Skip to content

Latest commit

 

History

History
139 lines (116 loc) · 4.02 KB

custom_operations.md

File metadata and controls

139 lines (116 loc) · 4.02 KB

Custom Operations

It is possible to implement custom operations (slicers, readers, and processors) and utilize them in your Teraslice jobs.

The first step to utilizing custom operations is to configure your Teraslice nodes to point to the directory containing your custom code, this is done by setting the assets_directory setting in the teraslice section of your configuration file as shown below.

...
teraslice:
    assets_directory: '/app/source/assets/'
...

This directory must contain a package.json, a assets directory with your custom operations, and the node_modules required by your custom code. It will look something like this:

.
├── node_modules
│   └── lodash
├── package.json
└── assets
    ├── asset.json
    └── count.js

In order to decrease the size of your asset bundle keepy the devDependencies and any test files at the top-level of the asset bundle and not within the assets directory.

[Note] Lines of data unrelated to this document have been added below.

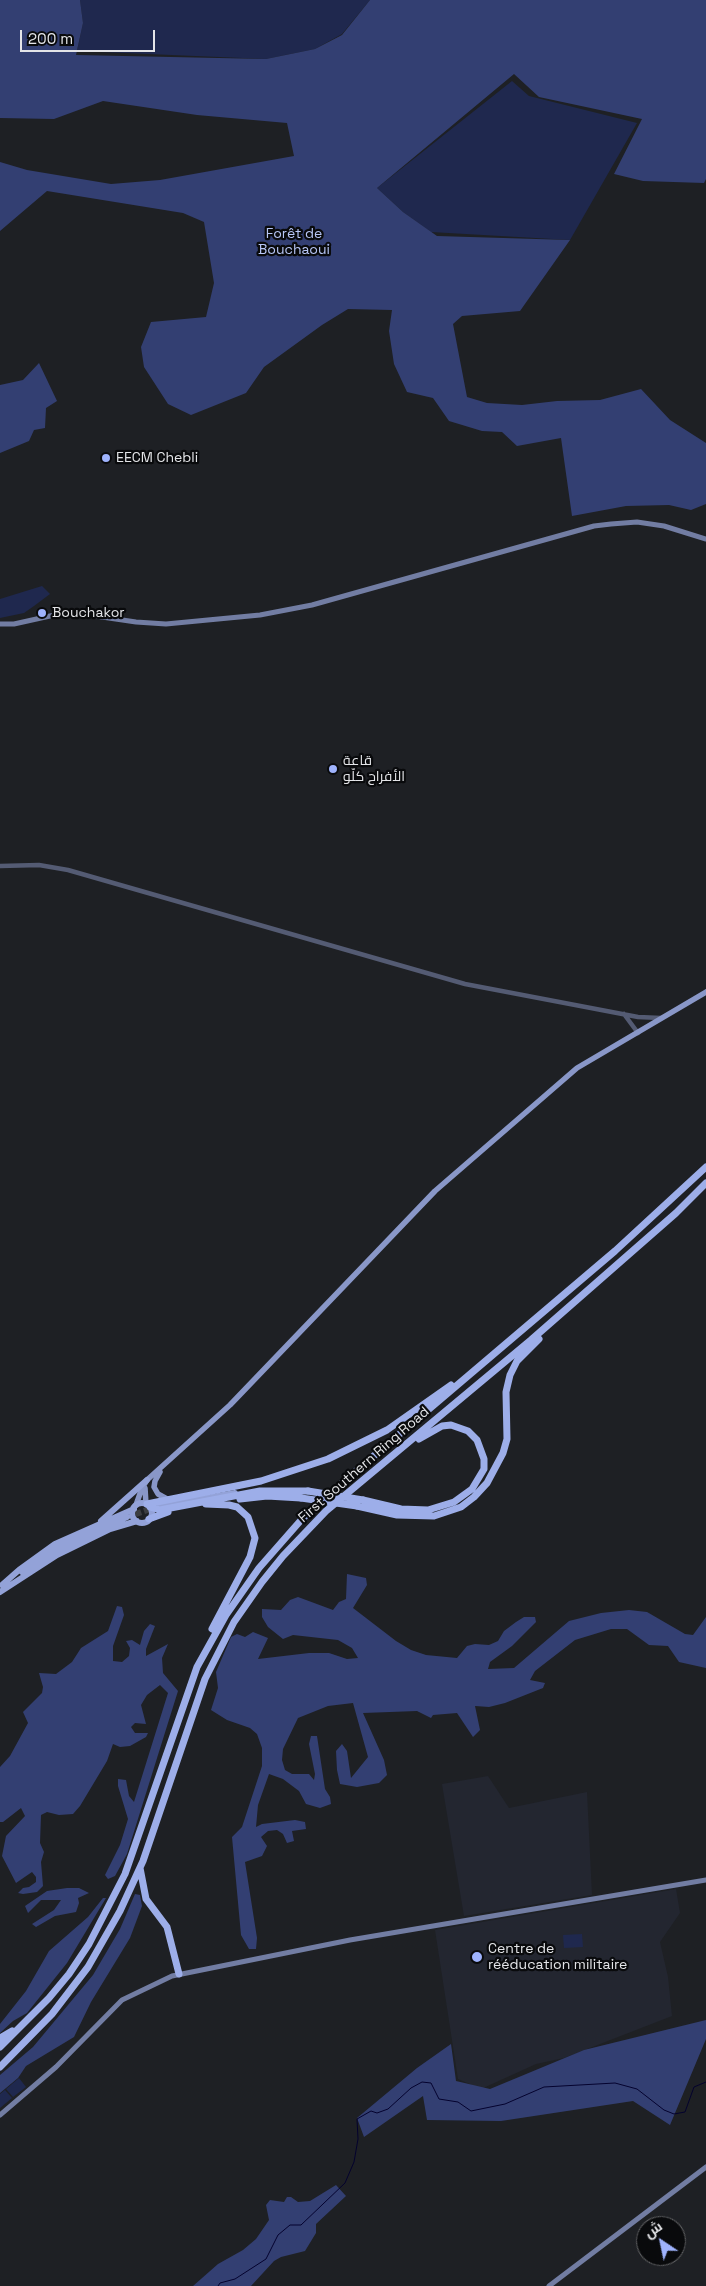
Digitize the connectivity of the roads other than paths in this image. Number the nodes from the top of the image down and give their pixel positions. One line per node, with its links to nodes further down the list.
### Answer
1 (706, 538): 2 (main road)
2 (0, 624)
3 (0, 866): 5 (street)
4 (706, 992): 6 (main road)
5 (624, 1014): 6 (street); 7 (street)
6 (665, 1018): 7 (main road)
7 (638, 1033): 12 (main road)
8 (706, 1167): 11 (highway, First Southern Ring Road)
9 (706, 1183): 10 (highway, First Southern Ring Road)
10 (585, 1292): 16 (highway, First Southern Ring Road); 20 (highway, bridge)
11 (558, 1298): 13 (highway); 30 (highway, First Southern Ring Road)
12 (182, 1449): 14 (main road); 15 (main road)
13 (298, 1470): 18 (highway); 19 (highway)
14 (161, 1471): 19 (main road); 21 (main road)
15 (147, 1480): 23 (main road); 27 (highway)
16 (359, 1484): 17 (highway, bridge); 31 (highway, First Southern Ring Road)
17 (274, 1490): 18 (highway); 21 (highway)
18 (212, 1495): 22 (highway)
19 (167, 1499): 21 (highway)
20 (206, 1504): 25 (highway); 30 (highway)
21 (148, 1505): 23 (highway); 25 (highway)
22 (160, 1506)
23 (135, 1507): 26 (highway); 27 (highway)
24 (127, 1516): 28 (highway)
25 (150, 1519): 26 (highway)
26 (137, 1521): 29 (highway)
27 (98, 1524): 28 (highway)
28 (1, 1585)
29 (0, 1592)
30 (197, 1667): 36 (highway, First Southern Ring Road)
31 (140, 1868): 33 (highway, First Southern Ring Road); 34 (highway)
32 (706, 1880): 35 (main road)
33 (128, 1893): 34 (highway); 39 (highway, First Southern Ring Road)
34 (145, 1894): 35 (highway)
35 (179, 1974): 40 (main road)
36 (23, 2024): 37 (highway); 38 (highway, First Southern Ring Road)
37 (0, 2038)
38 (0, 2047)
39 (0, 2067)
40 (0, 2115)
41 (706, 2167): 42 (main road)
42 (549, 2286)

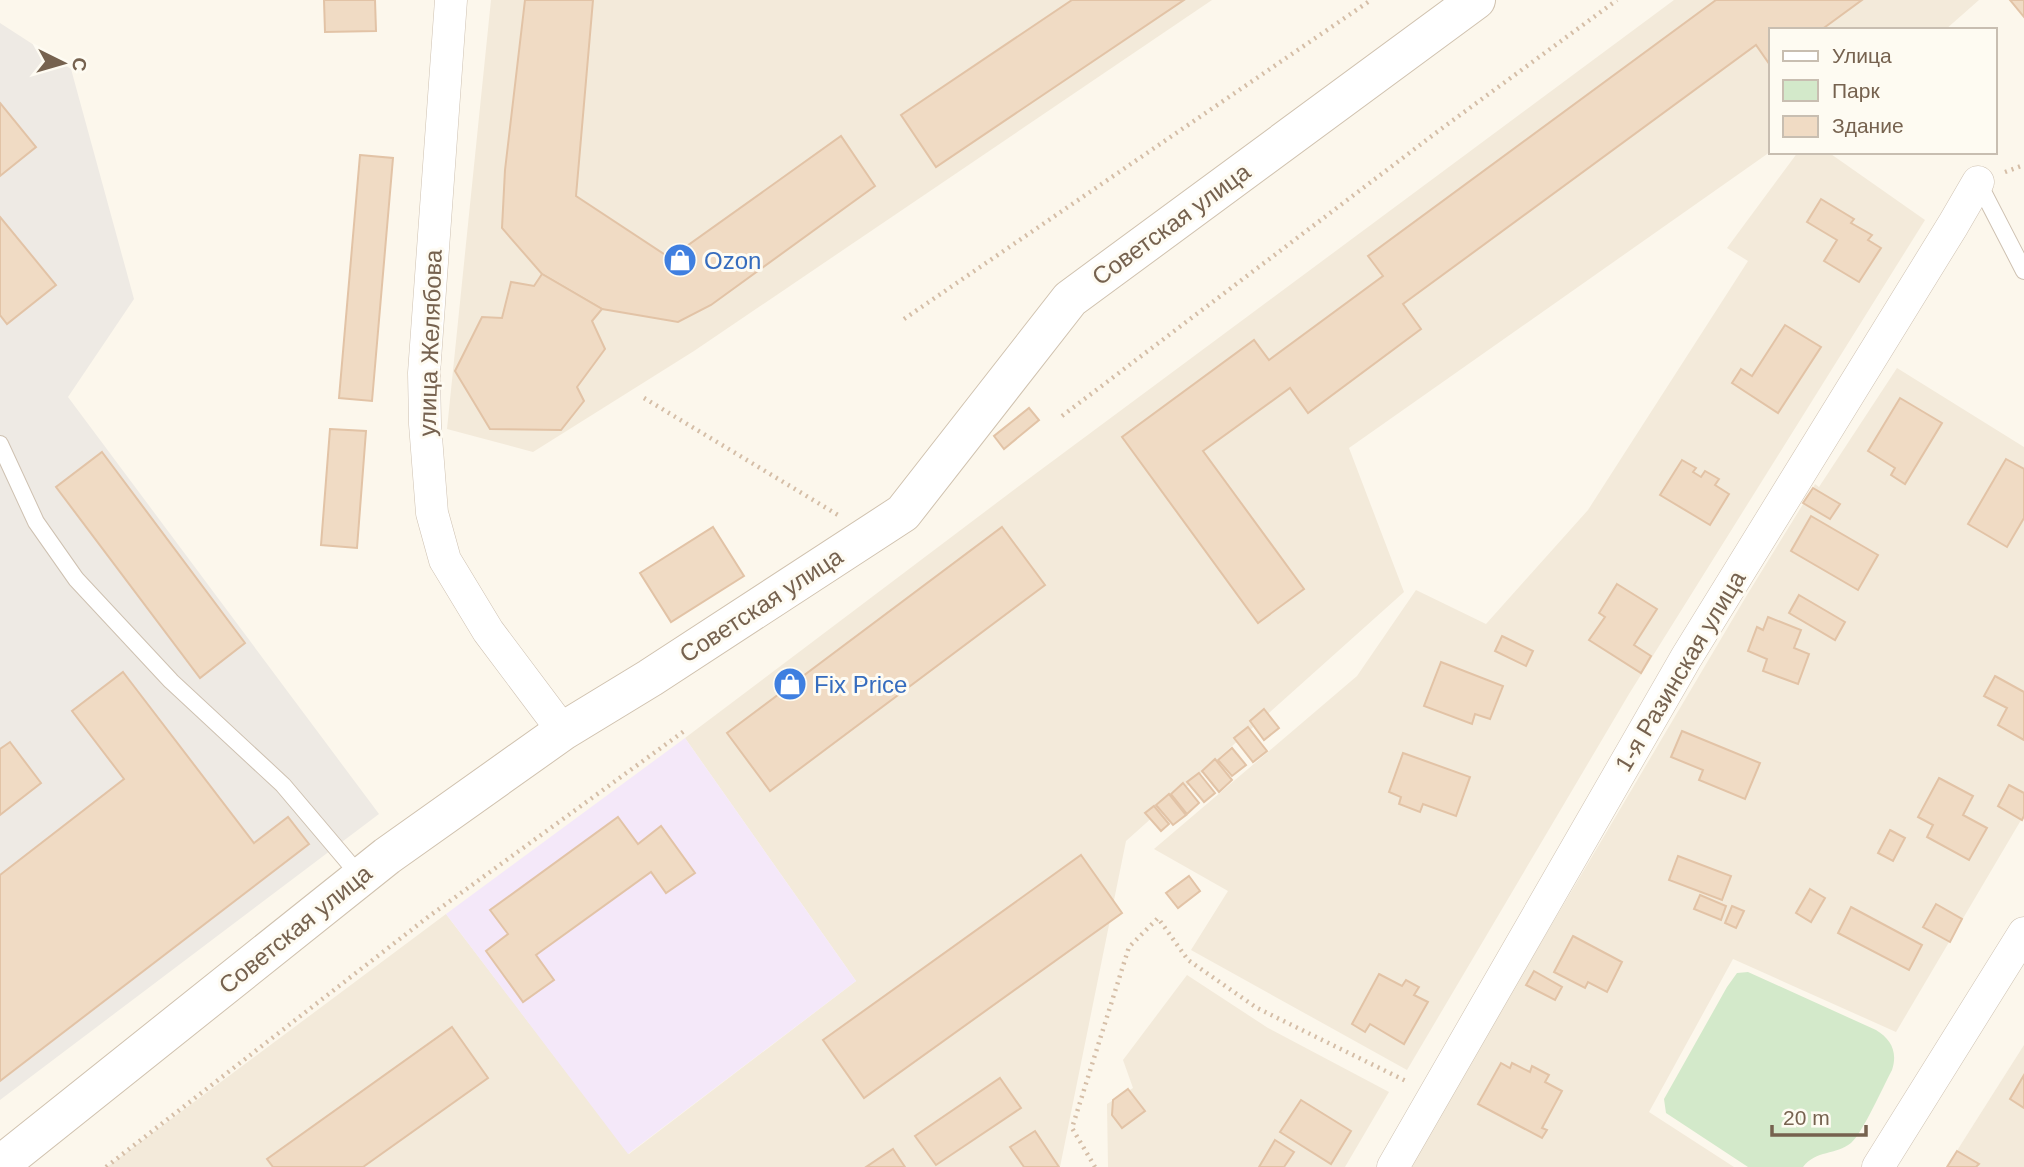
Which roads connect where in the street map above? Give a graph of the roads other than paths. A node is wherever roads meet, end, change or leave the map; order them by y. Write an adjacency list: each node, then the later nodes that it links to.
1 (451, 0): 6 (street, улица Желябова)
2 (1476, 0): 6 (street, Советская улица)
3 (1978, 182): 4 (lane); 10 (street, 1-я Разинская улица)
4 (2024, 271)
5 (0, 444): 7 (lane)
6 (563, 732): 7 (street, Советская улица)
7 (360, 876): 9 (street, Советская улица)
8 (2024, 933): 11 (street)
9 (0, 1165)
10 (1394, 1167)
11 (1878, 1167)

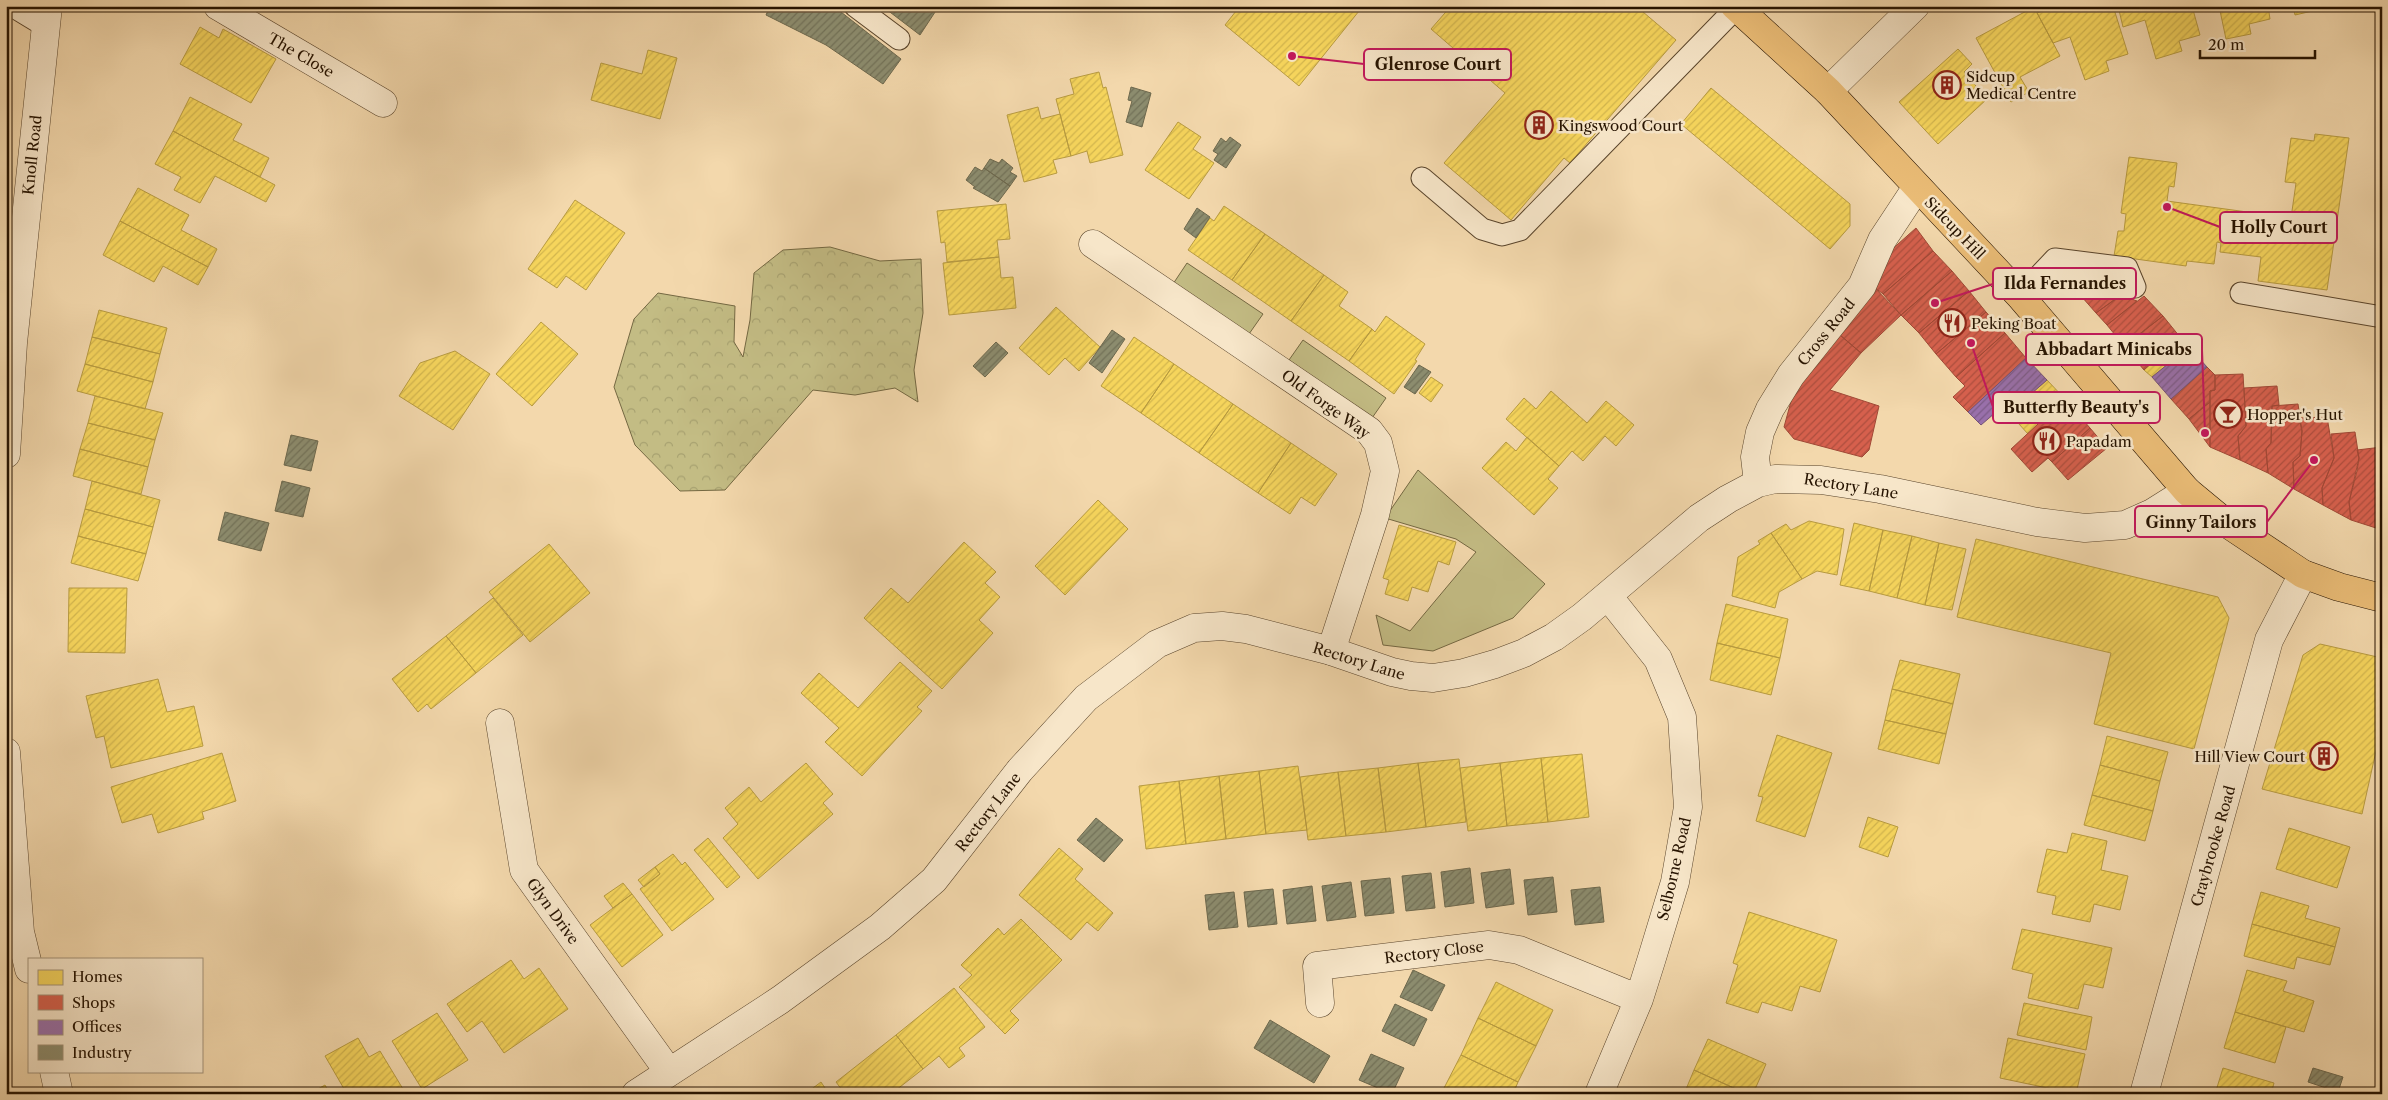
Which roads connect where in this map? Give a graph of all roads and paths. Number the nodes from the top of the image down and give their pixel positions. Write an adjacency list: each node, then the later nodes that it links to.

An asset.json is used to define a bundle of operations, it contains a name and version.

{
    "name": "example",
    "version": "1.0.0"
}

A job configuration that makes use of a custom operator would simply call the operator just like any other operator, as shown below:

{
    "name": "Update Rate Test",
    "lifecycle": "once",
    "workers": 1,
    "operations": [{
            "_op": "elasticsearch_data_generator",
            "size": 5000
        },
        {
            "_op": "count"
        },
        {
            "_op": "elasticsearch_index_selector",
            "index": "update-test-1",
            "type": "events"
        },
        {
            "_op": "elasticsearch_bulk",
            "size": 5000
        }
    ]
}

The count operator used above simply logs the execution of the operator and counts the number of records passed in with the data object, it could be implemented as shown below:

'use strict';

function newProcessor(context, opConfig, jobConfig) {
    var logger = context.foundation.makeLogger('count', 'count', {
        module: 'count',
    });

    return function(data) {
        logger.info('Inside custom processor \'count\'');
        logger.info('Number of items in data: ' + Object.keys(data).length);
        return data;
    };
}

// A schema function is required on all operations. It can be used to verify
// that jobs meet the requirements of your custom processor or it can just
// return an empty object if you want to skip this type of validation.
function schema() {
    return {};
}

//optional, used to validate settings within the same op
function op_validation(op) {
    if (op.id_start_key && !op.set_id) {
        throw new Error('elasticsearch_data_generator is mis-configured, id_start_key must be used with set_id parameter, please set the missing parameters')
    }
}

//optional, used to validate settings across different ops
function post_validation(job, sysconfig) {
    var opConfig = job.operations.find(op => op._op === 'elasticsearch_data_generator');

    if (opConfig.set_id) {
        var indexSelectorConfig = job.operations.find(function(op) {
            return op._op === 'elasticsearch_index_selector';
        });

        if (!indexSelectorConfig.id_field) {
            throw new Error('elasticsearch_data_generator is mis-configured, set_id must be used in tandem with id_field which is set in elasticsearch_index_selector')
        }

        if (indexSelectorConfig.id_field !== 'id') {
            throw new Error('id_field set in elasticsearch_index_selector must be set to "id" when elasticsearch_data_generator is creating ids')
        }
    }
}

//optional, used to change the slicer queue length
function slicerQueueLength(jobConfig){
    // the fully validated job configuration file

   // should return a num >= 1
   //or return  'QUEUE_MINIMUM_SIZE' which will make the queue dynamic to the number of workers
}

module.exports = {
  newProcessor: newProcessor,
  schema, schema,
  op_validation: op_validation,
  post_validation: post_validation,
  slicerQueueLength: slicerQueueLength
}